Freddy repère aisément M.Zhu. C’est un piège : les sbires de M.Wang sont aussi
présents, cherchant à abattre le Chinois. Rattrapé par les mafieux asiatiques, Freddy est torturé avant d’accepter de buter M.Zhu contre une forte somme. Peut-être que s’il réussit un gros coup
pour Wang, le jeune caïd gagnera assez pour que son amie Larna cesse de se prostituer. Éviter qu’elle s’enlise comme sa copine Sacha. Freddy reprend
contact avec M.Zhu. Peu après qu’il se soient retrouvés dans un bistrot, une descente de police les oblige à fuir. Freddy finit par convaincre le Chinois qu’il peut l’aider. Car celui-ci n’est
pas à Paris pour une courte visite touristique. Il cherche la trace d’Hibiscus, jeune Chinoise de quinze ans. M.Zhu pense qu’une prostituée peut leur apporter des informations…

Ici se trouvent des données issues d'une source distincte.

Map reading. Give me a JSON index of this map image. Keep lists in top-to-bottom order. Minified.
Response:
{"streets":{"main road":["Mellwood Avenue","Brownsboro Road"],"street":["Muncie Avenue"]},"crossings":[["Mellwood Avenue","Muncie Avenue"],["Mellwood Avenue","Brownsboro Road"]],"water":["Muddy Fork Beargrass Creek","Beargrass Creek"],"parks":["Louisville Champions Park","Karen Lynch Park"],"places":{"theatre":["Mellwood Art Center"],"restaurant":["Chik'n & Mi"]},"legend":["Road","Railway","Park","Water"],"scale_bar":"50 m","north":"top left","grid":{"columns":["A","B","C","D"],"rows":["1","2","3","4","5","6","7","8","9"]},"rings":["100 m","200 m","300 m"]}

Sentiments mitigés à la lecture de cette BD. Le scénario semble vouloir refléter une réalité actuelle de la criminalité parisienne. Caïds pas si courageux, bandes de délinquants nerveux pratiquant le trafic d’objets volés, organisation mafieuse chinoise, tels sont les protagonistes habituels des histoires de truands. Quant à la romance entre Freddy et Larna, rien d’innovant. On trouverait à peu près les mêmes éléments dans un vieux polar des années 1950. Néanmoins, l’histoire est correctement construite, plus proche d’un téléfilm que de Martin Scorcese. Côté graphisme, le meilleur côtoie ici le moins bon. Le décor citadin nocturne est assez bien rendu, la vitesse de certaines scènes convainc à peu près. Toutefois, on déplore que bon nombre de passages soient dessinés avec un minimalisme regrettable. Sous prétexte d’intimisme, le fond de décor s’efface. Idem pour certaines scènes de nuit en extérieur. On peut imaginer que ce soit volontaire, mais ça méritait d’être un peu mieux fignolé. Surprise finale : vous êtes priés d’attendre le tome 2 pour connaître la suite de cet album.